Stored data:

┌────────

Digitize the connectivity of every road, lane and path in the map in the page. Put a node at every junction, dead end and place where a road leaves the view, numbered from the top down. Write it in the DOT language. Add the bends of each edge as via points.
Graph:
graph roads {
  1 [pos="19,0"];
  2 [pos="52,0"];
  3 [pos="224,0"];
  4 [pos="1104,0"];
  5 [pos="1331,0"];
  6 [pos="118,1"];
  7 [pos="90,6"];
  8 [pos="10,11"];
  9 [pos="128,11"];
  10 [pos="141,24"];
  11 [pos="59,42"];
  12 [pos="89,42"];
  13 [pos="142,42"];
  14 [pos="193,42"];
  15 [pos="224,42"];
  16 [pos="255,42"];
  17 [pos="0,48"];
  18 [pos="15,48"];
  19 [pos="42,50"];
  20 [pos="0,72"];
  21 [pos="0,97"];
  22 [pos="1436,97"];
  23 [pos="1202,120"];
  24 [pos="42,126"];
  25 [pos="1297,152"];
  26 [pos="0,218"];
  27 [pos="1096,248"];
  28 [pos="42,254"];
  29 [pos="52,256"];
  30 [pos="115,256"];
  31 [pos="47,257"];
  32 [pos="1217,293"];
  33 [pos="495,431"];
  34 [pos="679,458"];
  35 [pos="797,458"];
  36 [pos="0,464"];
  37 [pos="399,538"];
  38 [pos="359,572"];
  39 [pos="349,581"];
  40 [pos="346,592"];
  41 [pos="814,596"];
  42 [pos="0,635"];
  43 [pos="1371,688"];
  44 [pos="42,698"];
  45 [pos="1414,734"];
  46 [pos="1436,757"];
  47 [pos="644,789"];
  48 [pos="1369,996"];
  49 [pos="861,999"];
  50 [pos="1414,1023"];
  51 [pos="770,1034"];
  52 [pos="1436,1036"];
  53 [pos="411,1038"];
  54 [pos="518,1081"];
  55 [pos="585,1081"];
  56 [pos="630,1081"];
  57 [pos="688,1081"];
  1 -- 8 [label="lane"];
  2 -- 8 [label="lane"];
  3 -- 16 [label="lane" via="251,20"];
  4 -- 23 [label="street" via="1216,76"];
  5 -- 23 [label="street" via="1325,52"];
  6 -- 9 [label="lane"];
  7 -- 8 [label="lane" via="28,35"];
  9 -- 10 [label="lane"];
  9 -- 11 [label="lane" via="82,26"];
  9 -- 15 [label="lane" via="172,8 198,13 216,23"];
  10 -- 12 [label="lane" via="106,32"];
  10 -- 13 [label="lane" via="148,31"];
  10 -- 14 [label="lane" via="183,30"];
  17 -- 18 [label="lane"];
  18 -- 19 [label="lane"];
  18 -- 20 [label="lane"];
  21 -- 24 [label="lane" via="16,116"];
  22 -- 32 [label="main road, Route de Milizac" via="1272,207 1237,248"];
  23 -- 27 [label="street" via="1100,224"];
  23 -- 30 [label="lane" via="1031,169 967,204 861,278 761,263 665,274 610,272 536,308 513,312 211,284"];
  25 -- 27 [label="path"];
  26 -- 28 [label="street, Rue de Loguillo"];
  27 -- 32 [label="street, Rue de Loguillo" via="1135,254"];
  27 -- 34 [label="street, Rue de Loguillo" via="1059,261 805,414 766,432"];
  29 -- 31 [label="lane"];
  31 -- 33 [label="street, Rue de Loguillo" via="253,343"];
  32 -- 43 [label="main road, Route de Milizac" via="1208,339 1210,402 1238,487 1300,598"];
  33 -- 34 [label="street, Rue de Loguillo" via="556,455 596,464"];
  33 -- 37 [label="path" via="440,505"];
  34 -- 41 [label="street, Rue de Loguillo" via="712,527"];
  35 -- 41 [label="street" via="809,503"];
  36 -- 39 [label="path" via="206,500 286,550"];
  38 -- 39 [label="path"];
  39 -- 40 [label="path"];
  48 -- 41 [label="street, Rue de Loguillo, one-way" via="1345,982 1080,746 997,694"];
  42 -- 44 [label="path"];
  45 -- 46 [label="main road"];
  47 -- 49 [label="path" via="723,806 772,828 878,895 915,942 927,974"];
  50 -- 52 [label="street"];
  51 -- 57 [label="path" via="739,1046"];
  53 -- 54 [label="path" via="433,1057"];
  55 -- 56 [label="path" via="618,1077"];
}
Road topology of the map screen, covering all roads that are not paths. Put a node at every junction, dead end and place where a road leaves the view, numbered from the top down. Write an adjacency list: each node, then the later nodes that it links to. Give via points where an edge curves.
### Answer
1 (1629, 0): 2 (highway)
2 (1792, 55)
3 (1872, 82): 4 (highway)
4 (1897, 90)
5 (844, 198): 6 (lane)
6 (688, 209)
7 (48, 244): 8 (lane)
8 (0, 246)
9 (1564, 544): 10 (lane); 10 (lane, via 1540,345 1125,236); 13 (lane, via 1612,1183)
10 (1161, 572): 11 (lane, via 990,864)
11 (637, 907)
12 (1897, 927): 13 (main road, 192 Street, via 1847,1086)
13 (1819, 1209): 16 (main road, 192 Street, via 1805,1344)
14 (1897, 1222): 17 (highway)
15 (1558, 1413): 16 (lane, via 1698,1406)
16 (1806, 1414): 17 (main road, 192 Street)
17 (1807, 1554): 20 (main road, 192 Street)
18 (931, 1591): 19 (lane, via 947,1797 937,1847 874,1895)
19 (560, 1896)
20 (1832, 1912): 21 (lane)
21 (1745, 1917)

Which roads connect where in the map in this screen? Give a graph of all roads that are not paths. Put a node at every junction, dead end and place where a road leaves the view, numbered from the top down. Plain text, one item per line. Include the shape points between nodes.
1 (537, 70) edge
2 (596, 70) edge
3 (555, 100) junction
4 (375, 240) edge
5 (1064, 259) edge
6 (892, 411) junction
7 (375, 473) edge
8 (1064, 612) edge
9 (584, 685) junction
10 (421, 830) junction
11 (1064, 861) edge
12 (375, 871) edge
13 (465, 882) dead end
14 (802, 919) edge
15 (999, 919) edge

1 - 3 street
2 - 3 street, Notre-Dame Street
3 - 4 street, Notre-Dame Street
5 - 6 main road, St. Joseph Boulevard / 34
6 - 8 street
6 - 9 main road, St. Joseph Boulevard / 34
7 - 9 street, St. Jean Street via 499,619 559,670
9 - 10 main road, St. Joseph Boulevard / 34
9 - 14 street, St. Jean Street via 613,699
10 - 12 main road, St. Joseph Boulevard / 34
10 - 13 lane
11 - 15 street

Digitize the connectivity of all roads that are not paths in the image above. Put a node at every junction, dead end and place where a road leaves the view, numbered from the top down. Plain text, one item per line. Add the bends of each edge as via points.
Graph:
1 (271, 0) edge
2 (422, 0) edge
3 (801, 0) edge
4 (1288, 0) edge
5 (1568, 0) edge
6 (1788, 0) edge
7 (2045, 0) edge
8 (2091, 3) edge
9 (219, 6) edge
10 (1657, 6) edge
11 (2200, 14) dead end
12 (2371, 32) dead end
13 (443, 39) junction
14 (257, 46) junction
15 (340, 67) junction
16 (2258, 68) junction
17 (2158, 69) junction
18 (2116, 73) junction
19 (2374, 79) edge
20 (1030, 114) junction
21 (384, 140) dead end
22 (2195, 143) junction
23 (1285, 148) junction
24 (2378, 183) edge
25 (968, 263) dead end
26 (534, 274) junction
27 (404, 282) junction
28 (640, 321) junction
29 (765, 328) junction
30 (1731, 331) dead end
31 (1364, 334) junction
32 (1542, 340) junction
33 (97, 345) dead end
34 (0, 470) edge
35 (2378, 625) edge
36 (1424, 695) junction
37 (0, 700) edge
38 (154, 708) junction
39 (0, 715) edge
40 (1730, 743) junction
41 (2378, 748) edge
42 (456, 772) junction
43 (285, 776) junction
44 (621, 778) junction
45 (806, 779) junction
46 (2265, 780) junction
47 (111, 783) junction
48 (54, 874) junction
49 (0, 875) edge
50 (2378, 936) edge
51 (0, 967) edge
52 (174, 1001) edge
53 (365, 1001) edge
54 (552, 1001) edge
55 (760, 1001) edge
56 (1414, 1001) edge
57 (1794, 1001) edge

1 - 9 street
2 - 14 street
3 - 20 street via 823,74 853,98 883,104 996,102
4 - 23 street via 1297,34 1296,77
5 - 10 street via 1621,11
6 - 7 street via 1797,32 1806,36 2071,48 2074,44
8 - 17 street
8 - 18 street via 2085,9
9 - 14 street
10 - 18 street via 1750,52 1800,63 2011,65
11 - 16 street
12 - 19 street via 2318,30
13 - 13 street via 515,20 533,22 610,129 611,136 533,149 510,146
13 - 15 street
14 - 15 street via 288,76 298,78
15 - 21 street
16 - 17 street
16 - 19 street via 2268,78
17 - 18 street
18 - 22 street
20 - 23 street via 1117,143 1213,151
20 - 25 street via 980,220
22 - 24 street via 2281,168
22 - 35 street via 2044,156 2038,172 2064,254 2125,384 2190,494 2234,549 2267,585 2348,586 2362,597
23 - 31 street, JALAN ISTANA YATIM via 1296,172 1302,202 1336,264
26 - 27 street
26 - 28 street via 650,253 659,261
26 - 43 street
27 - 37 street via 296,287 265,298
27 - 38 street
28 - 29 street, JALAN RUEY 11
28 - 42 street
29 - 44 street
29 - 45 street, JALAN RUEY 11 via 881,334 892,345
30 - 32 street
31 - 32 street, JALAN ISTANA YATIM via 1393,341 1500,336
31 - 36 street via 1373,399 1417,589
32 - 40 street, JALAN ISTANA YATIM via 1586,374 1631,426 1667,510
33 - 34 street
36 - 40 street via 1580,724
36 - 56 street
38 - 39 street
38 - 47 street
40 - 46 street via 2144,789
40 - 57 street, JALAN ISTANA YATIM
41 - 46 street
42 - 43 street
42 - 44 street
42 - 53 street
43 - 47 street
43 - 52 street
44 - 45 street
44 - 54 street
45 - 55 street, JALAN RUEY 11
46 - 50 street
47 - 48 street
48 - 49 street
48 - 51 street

└────────

TASK TO COMPLETE: What lines above contain the string "Plain"? Copy all of them.

RESPONSE TO THE TASK:
Which roads connect where in the map in this screen? Give a graph of all roads that are not paths. Put a node at every junction, dead end and place where a road leaves the view, numbered from the top down. Plain text, one item per line. Include the shape points between nodes.
Digitize the connectivity of all roads that are not paths in the image above. Put a node at every junction, dead end and place where a road leaves the view, numbered from the top down. Plain text, one item per line. Add the bends of each edge as via points.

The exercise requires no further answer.